Why would they only consider closing a northbound lane? Closing a southbound lane at capitol hwy would be super simple and easy: exit only except bikes. Aren’t most of the collisions due to southbound speeding?
Southbound is an uphill grade. In cases like these, they tend to close one of the downhill lanes, as slow-moving vehicles climbing the hill are not an issue.

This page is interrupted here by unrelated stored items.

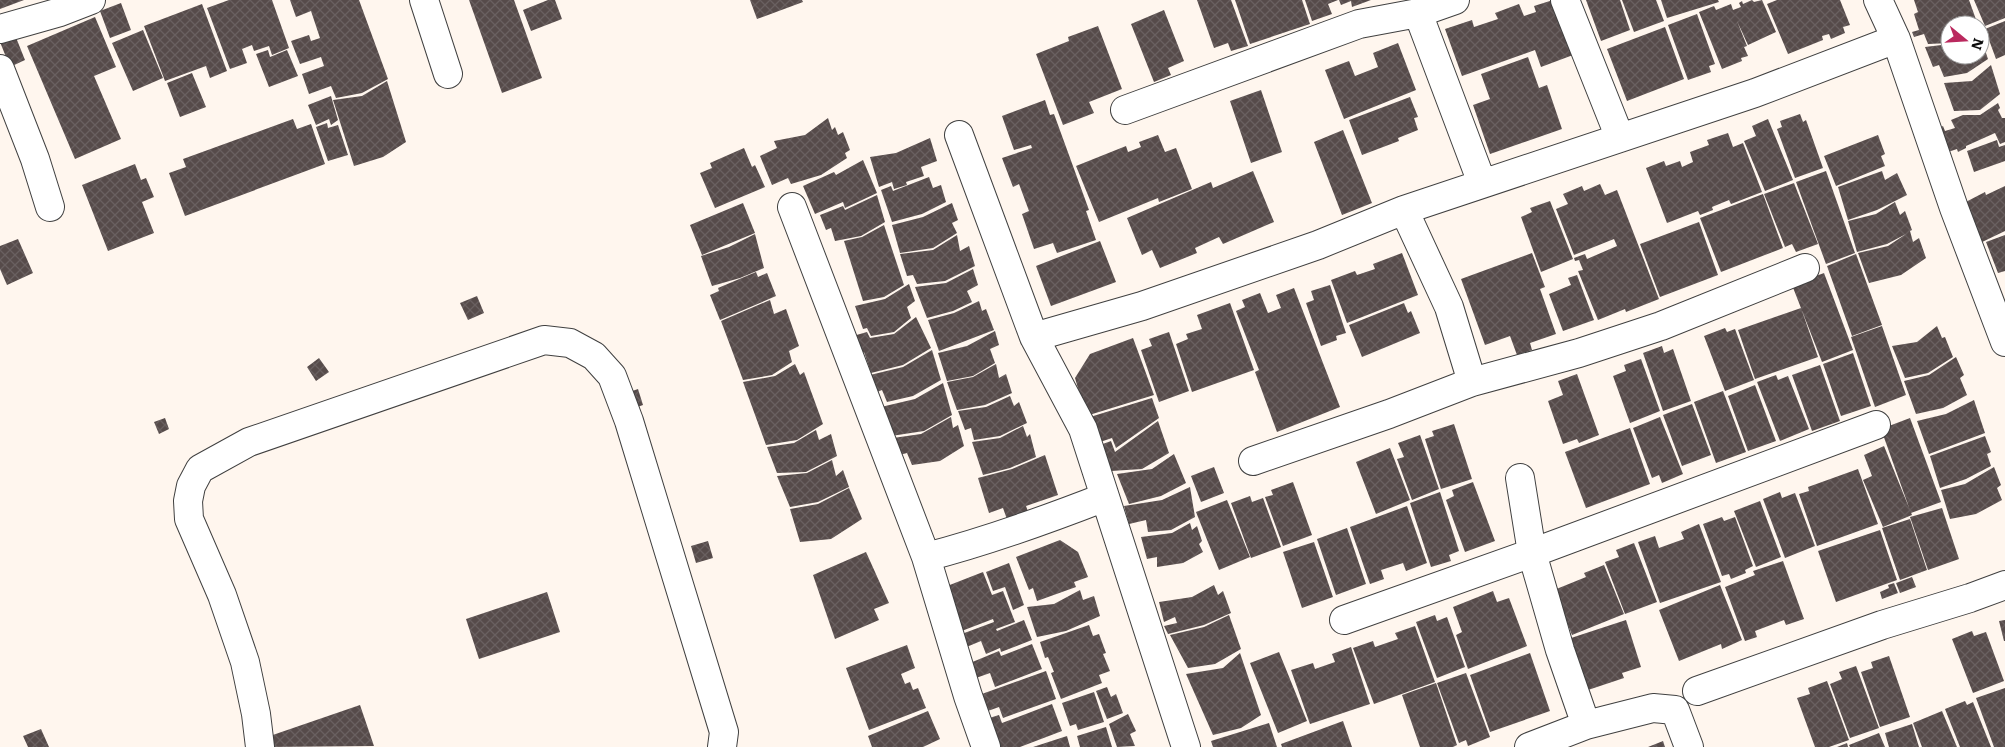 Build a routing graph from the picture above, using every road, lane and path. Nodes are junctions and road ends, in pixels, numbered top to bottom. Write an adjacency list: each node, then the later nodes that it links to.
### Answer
1 (91, 0): 7 (street)
2 (424, 0): 10 (street)
3 (1455, 0): 6 (street)
4 (1565, 0): 13 (street)
5 (1878, 0): 8 (street)
6 (1418, 13): 11 (street); 14 (street)
7 (0, 29)
8 (1896, 39): 13 (street); 20 (street)
9 (0, 69): 15 (street)
10 (448, 74)
11 (1125, 110)
12 (959, 135): 19 (street)
13 (1620, 138): 14 (street)
14 (1482, 184): 17 (street)
15 (50, 207)
16 (792, 207): 27 (street)
17 (1404, 210): 19 (street); 21 (street)
18 (1805, 268): 21 (street)
19 (1034, 338): 25 (street)
20 (2005, 342)
21 (1472, 382): 23 (street)
22 (1876, 425): 26 (street)
23 (1253, 461)
24 (1520, 478): 26 (street)
25 (1105, 497): 27 (street); 35 (street)
26 (1532, 553): 29 (street); 31 (street)
27 (926, 557): 34 (street)
28 (2005, 585): 30 (street)
29 (1344, 620)
30 (1698, 690)
31 (1586, 725): 36 (street); 37 (street)
32 (260, 747): 33 (street)
33 (722, 747)
34 (986, 747)
35 (1186, 747)
36 (1529, 747)
37 (1689, 747)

Eric has a very good point though. Normally the downhill passing lane might be logical, but in this case the southbound lane might make more sense. The “I-5 relief” purpose that ODOT loves really only relates to northbound. And traffic is very light southbound beyond that B-H split. Then north of the B-H merge, a northbound lane (there are 3) would be the obvious diet.
Did they say they are only studying a northbound lane, or is that just Michael’s words? (I can’t access the press release).
You may be right. As long as the southbound 2nd lane picks back up before the light at Miles, it wouldn’t create any delays.
Finally! I’m very glad with this decision.
How many more studies are needed?
Approximately as many as ODOT deems necessary to tire their opposition.
How many holistic multi-modal life-cycle cost analysis studies have been conducted?
with Health Impact Assessment…
None, and this summer’s ODOT study doesn’t look like it is currently slated to include any of those elements either. Sounds like we still need some more protests!
Thus a road diet, rather than a median LRT, enhances the logic of Barbur BRT. Sylvania served more conveniently. New sidewalks at intersections. Same LRT/BRT bridge over I-5 into Tigard then Tualitin and/or Hwy 99 to King City if the WES corridor one day adds LRT Beaverton/Tualatin.
MAX Tualatin-to-Beaverton-to-Portland?
I want better bus stops and more bus service.
This would be a great opportunity for a fully separated, as in with a 3 foot concrete barrier, bike and pedestrian route. It can be shared by both North- and South- bound bikes. Make it safe and unintimidating.
Well, about time. Also duh. Any traffic engineer knows that an intersection-free segment that long doesn’t need as many lanes as a stretch with intersections.
As long as there is additional public Right of Way available, I would suggest installing prefabbed concrete or aluminum walkways on a higher elevation than the road and somewhat higher than existing sidewalk. This is how the Hawthorne Bridge was reconfigured to give peds and bikes a wide path that also has a high curb on the traffic side. On the two bridges that are a choke point— build extra wide walkways on the downhill (east) side and also move the railings out. This should make a reasonably wide path at least somewhat grade separated from the road traffic, that probably would have mostly cyclists but could be used by pedestrians. Of course, there would have to be street crossings that return back to the road level, and in some places where private property is close to the existing road the path would be narrower. But as long as there is publicly owned right of way available—and I think that along most of this stretch of Barbur there is–why not make use of it with prefabbed trail sections? The Hawthorne Bridge is a great example.
Any updates on when this is actually happening?
ODOT’s Jessica Horning writes that she heard this earlier today:
“We are in preliminary phases of getting a consultant on board and selecting RSA team members and resource members and stakeholder members. We have not yet set the exact week we plan to accomplish the work. We anticipate it will be no earlier than the week of July 13th and no later than the week of August 10th.”